### [TRY IT]
If a line in the entries below holds the string "absolute", copy it.

### [GIVEN DATA]
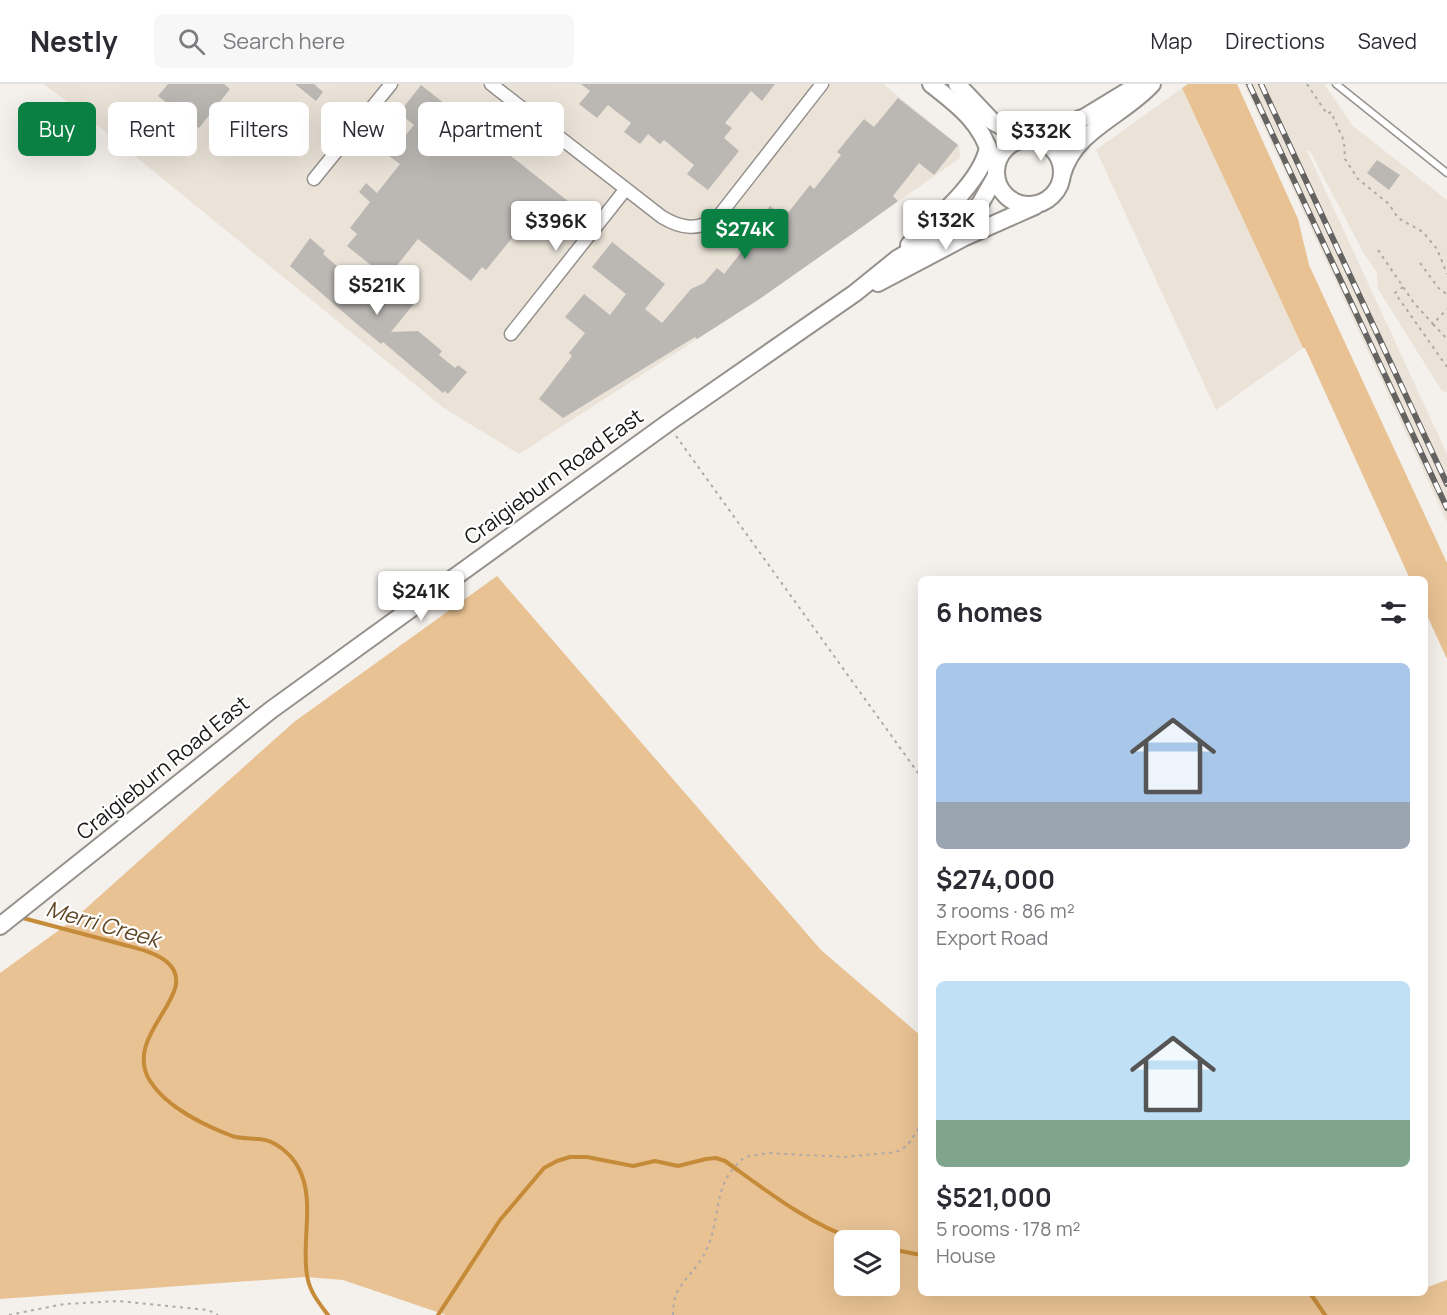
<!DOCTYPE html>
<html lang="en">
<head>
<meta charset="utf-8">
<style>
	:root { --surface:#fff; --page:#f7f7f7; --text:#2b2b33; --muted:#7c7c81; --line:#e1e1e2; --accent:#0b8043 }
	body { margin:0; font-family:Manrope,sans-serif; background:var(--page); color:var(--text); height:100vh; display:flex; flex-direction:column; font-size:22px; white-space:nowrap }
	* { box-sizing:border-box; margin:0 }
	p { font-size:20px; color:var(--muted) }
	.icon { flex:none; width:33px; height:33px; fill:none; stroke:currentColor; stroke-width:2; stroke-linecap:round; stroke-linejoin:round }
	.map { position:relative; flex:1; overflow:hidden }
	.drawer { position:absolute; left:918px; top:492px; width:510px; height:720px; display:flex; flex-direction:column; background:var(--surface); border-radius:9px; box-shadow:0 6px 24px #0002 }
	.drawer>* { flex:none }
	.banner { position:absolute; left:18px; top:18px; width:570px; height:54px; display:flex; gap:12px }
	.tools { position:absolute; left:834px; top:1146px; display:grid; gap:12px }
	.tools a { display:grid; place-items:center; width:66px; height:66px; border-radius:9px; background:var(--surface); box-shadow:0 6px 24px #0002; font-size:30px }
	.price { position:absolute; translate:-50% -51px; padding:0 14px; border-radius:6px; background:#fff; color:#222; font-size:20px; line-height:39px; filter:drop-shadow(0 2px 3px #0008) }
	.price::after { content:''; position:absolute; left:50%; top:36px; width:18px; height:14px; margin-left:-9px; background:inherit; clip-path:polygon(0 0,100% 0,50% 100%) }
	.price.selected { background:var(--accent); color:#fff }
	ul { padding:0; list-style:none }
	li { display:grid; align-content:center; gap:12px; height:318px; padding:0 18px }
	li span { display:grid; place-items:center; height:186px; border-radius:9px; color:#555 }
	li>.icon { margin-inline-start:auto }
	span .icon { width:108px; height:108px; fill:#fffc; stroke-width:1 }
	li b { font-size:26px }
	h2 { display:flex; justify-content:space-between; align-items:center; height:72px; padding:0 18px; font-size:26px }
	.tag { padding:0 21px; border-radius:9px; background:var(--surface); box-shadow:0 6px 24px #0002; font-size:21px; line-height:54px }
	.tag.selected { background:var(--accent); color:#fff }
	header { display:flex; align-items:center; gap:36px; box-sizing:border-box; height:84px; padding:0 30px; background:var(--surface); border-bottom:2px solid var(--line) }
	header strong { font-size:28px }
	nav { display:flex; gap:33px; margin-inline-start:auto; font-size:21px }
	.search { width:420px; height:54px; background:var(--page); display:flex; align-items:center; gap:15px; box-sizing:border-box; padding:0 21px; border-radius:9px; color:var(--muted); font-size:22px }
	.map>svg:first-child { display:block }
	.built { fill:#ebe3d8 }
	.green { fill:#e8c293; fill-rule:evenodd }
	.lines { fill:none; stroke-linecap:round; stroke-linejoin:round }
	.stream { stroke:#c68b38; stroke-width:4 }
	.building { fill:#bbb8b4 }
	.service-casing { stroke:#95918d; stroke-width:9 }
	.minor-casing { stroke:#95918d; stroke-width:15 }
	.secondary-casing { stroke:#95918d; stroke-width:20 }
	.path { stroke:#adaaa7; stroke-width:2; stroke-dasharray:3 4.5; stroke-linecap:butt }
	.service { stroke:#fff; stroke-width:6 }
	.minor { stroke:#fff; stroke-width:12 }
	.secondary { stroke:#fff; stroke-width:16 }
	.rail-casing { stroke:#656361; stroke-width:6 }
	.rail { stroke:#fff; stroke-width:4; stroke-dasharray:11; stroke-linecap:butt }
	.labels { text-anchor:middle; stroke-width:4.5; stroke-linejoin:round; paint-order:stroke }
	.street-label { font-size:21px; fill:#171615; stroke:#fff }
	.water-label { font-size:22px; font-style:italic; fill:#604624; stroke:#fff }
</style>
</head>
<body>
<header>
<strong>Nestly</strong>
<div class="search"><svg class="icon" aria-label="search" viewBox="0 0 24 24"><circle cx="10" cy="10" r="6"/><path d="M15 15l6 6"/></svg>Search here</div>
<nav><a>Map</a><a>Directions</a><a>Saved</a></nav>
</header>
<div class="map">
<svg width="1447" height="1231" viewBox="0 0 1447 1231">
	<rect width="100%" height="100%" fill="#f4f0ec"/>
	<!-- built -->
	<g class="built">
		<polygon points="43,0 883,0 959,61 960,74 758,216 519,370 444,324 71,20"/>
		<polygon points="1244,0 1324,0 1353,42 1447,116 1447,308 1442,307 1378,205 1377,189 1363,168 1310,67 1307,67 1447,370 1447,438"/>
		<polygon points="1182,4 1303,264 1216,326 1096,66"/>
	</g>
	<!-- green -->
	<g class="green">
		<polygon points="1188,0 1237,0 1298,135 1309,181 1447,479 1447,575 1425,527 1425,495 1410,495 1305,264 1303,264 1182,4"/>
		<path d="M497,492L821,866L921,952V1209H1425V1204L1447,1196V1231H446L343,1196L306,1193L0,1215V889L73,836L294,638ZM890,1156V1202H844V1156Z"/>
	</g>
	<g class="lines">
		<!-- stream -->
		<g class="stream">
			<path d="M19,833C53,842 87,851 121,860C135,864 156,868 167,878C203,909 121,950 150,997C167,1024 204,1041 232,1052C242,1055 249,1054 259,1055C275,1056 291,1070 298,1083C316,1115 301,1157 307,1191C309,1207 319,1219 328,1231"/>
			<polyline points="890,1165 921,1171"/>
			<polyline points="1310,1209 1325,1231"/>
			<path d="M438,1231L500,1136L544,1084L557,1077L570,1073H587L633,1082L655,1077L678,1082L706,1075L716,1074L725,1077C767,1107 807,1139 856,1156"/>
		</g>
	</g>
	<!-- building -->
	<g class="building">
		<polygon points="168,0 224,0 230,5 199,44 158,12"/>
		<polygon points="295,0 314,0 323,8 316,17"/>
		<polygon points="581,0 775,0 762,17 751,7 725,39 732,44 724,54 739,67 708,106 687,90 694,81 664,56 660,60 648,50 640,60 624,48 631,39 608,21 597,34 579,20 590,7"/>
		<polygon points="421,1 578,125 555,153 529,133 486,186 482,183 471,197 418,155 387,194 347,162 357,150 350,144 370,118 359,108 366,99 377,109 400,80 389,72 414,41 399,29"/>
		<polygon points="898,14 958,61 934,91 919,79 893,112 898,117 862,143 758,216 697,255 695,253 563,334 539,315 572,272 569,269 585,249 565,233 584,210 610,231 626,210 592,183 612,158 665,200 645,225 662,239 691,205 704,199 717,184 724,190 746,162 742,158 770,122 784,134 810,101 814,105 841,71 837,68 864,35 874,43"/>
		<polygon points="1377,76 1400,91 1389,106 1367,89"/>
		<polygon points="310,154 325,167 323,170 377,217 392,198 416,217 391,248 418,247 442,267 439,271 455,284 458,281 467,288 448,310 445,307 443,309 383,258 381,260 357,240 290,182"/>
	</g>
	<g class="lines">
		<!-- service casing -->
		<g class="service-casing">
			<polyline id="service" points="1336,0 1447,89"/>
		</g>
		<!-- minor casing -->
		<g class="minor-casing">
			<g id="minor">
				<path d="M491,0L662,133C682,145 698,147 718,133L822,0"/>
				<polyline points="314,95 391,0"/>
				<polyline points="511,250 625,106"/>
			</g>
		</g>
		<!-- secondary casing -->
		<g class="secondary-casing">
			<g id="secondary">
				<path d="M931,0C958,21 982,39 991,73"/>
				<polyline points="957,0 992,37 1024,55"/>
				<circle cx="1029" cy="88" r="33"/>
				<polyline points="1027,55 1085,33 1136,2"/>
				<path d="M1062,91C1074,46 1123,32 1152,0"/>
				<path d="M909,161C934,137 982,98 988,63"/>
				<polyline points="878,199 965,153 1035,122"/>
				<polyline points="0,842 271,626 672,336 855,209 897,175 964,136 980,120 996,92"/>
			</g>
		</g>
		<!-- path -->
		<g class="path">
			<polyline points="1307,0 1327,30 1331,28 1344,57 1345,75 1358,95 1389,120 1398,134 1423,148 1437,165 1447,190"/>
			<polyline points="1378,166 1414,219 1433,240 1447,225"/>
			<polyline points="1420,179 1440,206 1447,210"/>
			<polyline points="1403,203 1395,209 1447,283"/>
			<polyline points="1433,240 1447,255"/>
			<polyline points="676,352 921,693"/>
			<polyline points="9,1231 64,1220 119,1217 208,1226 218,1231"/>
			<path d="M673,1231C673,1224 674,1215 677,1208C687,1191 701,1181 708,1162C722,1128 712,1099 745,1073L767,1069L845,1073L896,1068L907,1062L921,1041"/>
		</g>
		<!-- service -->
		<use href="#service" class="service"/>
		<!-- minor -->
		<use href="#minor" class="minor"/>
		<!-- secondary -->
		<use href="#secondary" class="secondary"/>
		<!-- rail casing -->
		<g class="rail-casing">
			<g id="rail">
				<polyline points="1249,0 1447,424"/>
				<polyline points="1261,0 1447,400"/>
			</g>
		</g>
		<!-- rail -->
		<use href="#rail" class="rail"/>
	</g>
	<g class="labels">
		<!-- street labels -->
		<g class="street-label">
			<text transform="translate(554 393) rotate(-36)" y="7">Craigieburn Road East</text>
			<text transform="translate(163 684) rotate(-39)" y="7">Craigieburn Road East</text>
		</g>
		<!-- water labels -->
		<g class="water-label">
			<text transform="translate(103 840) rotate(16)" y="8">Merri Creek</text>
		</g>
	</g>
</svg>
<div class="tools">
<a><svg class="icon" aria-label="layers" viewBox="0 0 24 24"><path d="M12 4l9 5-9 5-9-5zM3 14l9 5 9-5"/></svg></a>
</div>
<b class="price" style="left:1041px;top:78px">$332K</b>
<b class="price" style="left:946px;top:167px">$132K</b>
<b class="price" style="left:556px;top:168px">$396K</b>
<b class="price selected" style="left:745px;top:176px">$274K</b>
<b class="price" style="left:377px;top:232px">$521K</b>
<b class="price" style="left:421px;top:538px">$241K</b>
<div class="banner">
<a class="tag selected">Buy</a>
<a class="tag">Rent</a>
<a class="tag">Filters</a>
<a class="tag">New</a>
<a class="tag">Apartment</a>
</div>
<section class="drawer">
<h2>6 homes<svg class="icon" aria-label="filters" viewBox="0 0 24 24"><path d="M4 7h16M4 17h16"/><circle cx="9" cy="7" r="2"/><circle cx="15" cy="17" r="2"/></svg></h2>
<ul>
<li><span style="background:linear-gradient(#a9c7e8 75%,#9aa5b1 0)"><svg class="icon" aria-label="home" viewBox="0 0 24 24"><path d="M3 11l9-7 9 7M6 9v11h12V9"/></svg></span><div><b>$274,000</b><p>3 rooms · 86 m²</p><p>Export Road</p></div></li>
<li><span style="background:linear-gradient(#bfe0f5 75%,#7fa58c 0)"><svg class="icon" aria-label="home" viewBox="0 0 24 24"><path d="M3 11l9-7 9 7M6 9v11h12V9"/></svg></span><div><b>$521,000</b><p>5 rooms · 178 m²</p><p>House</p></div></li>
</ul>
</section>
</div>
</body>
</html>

### [EXERCISE OUTPUT]
	.drawer { position:absolute; left:918px; top:492px; width:510px; height:720px; display:flex; flex-direction:column; background:var(--surface); border-radius:9px; box-shadow:0 6px 24px #0002 }
	.banner { position:absolute; left:18px; top:18px; width:570px; height:54px; display:flex; gap:12px }
	.tools { position:absolute; left:834px; top:1146px; display:grid; gap:12px }
	.price { position:absolute; translate:-50% -51px; padding:0 14px; border-radius:6px; background:#fff; color:#222; font-size:20px; line-height:39px; filter:drop-shadow(0 2px 3px #0008) }
	.price::after { content:''; position:absolute; left:50%; top:36px; width:18px; height:14px; margin-left:-9px; background:inherit; clip-path:polygon(0 0,100% 0,50% 100%) }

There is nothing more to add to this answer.